Estonia using Blockchain to secure health records

By Medha Basu

Blockchain’s public sector use goes beyond payments.

The Estonian Government will use Blockchain technology to protect citizens’ electronic health records.

Digital transactions made with Blockchain technology are irreversibly recorded. The records are impossible to change because they are shared globally across thousands of computers in real time through a distributed ledger.

While Blockchain has largely been used to secure payments, Estonia shows that it can be more widely implemented.

Blockchain protects online health records by creating permanent evidence of any changes made to the information. Hackers will not be able to hide their trail if they access or change any information. It also provides real-time alerts to attacks.

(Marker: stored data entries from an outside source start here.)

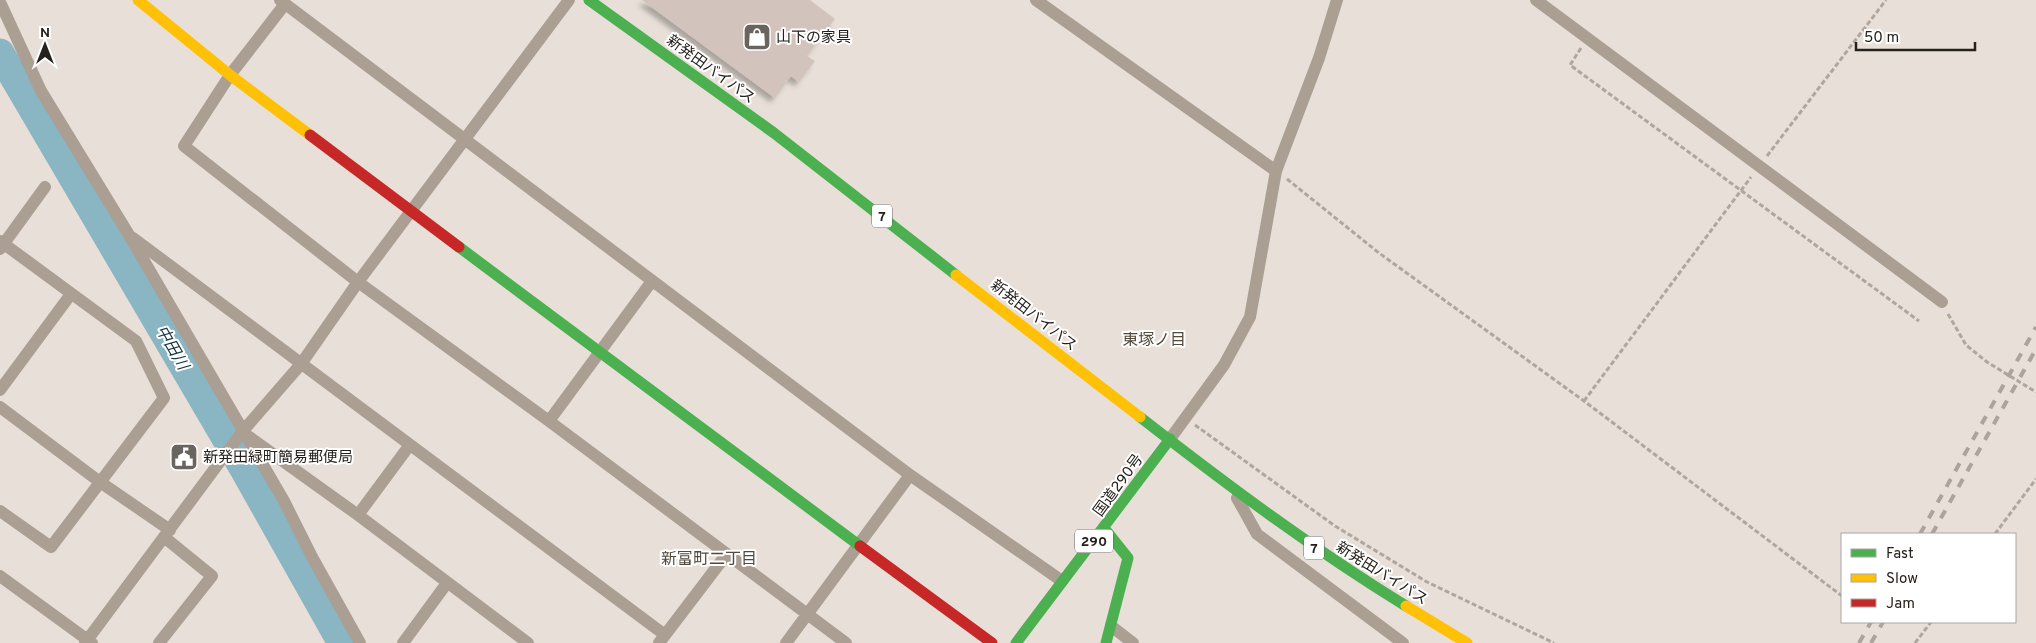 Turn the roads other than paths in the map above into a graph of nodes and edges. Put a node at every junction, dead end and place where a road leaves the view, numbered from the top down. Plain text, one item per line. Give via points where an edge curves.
1 (138, 0) edge
2 (568, 0) edge
3 (588, 0) edge
4 (1036, 0) edge
5 (1337, 0) edge
6 (1536, 0) edge
7 (0, 2) edge
8 (282, 2) edge
9 (230, 75) junction
10 (466, 140) junction
11 (1276, 171) junction
12 (45, 187) dead end
13 (412, 212) junction
14 (129, 235) junction
15 (1, 245) edge
16 (652, 281) junction
17 (358, 282) junction
18 (71, 294) junction
19 (1942, 302) road end
20 (600, 353) junction
21 (301, 364) junction
22 (0, 390) edge
23 (0, 407) edge
24 (549, 421) junction
25 (240, 436) junction
26 (1170, 439) junction
27 (409, 446) junction
28 (910, 475) junction
29 (100, 482) junction
30 (1231, 488) junction
31 (0, 511) edge
32 (358, 515) junction
33 (1104, 528) junction
34 (167, 533) junction
35 (859, 544) junction
36 (726, 555) junction
37 (0, 576) edge
38 (1062, 581) junction
39 (447, 583) junction
40 (807, 615) junction
41 (1111, 626) junction
42 (662, 639) edge
43 (88, 642) edge
44 (159, 643) edge
45 (360, 643) edge
46 (403, 643) edge
47 (528, 643) edge
48 (786, 643) edge
49 (846, 643) edge
50 (992, 643) edge
51 (1016, 643) edge
52 (1106, 643) edge
53 (1133, 643) edge
54 (1403, 643) edge
55 (1467, 643) edge

1 - 9 main road
2 - 10 street
3 - 26 main road, 新発田バイパス / 7 via 774,134
4 - 11 street
5 - 11 street via 1319,58
6 - 19 street
7 - 14 street via 41,91
8 - 9 street
8 - 10 street
9 - 13 main road
9 - 17 street via 184,146
10 - 13 street
10 - 16 street
11 - 26 street via 1250,317 1224,365
12 - 15 street
13 - 17 street
13 - 20 main road
14 - 21 street
14 - 25 street
15 - 18 street
16 - 20 street
16 - 28 street
17 - 21 street
17 - 24 street
18 - 22 street
18 - 29 street via 136,341 164,398
20 - 24 street
20 - 35 main road
21 - 25 street
21 - 27 street
23 - 29 street
24 - 36 street
25 - 32 street
25 - 34 street
25 - 45 street via 284,501
26 - 30 main road, 新発田バイパス / 7
26 - 33 main road, 国道290号 / 290
27 - 32 street
27 - 42 street
28 - 35 street
28 - 38 street
29 - 31 street via 51,547
29 - 34 street
30 - 54 street via 1257,534
30 - 55 main road, 新発田バイパス / 7 via 1352,573
32 - 39 street
33 - 38 main road, 国道290号 / 290
33 - 41 main road via 1128,558
34 - 43 street
34 - 44 street via 212,576
35 - 40 street
35 - 50 main road
36 - 40 street
36 - 42 street
37 - 43 street
38 - 51 main road, 国道290号 / 290
39 - 46 street
39 - 47 street
40 - 48 street
40 - 49 street
41 - 52 main road
41 - 53 street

"It enables us to react to any incidents immediately, before potentially larger-scale damages can occur”, said Margus Auväärt, Head of the Estonian government’s eHealth Foundation.

Estonia is one of the most digitally advanced countries in the world. Citizens carry smart cards through which they can access over 1,000 online government services including viewing their health records.

With traditional cyber security like firewalls, attacks can go undetected for weeks, and it is harder to identify what data has been stolen or tampered with.
The Estonian Government is partnering with startup Guardtime to implement Blockchain. The startup says it has been working with the government since 2011 to secure public and internal records.

While the Estonian Government already uses Blockchain in its tax and business registration systems, it is looking to expand its use across government. The Estonian Information Systems Authority will make the technology available for all government agencies, and increase investments to better support public sector implementations, Guardtime said in a press release.

Elsewhere, the UK Government is planning to trial Blockchain to secure welfare payments. The trial was announced in a report this year by Chief Scientific Advisor Sir Mark Walport, who also recommended using it to secure hospital records.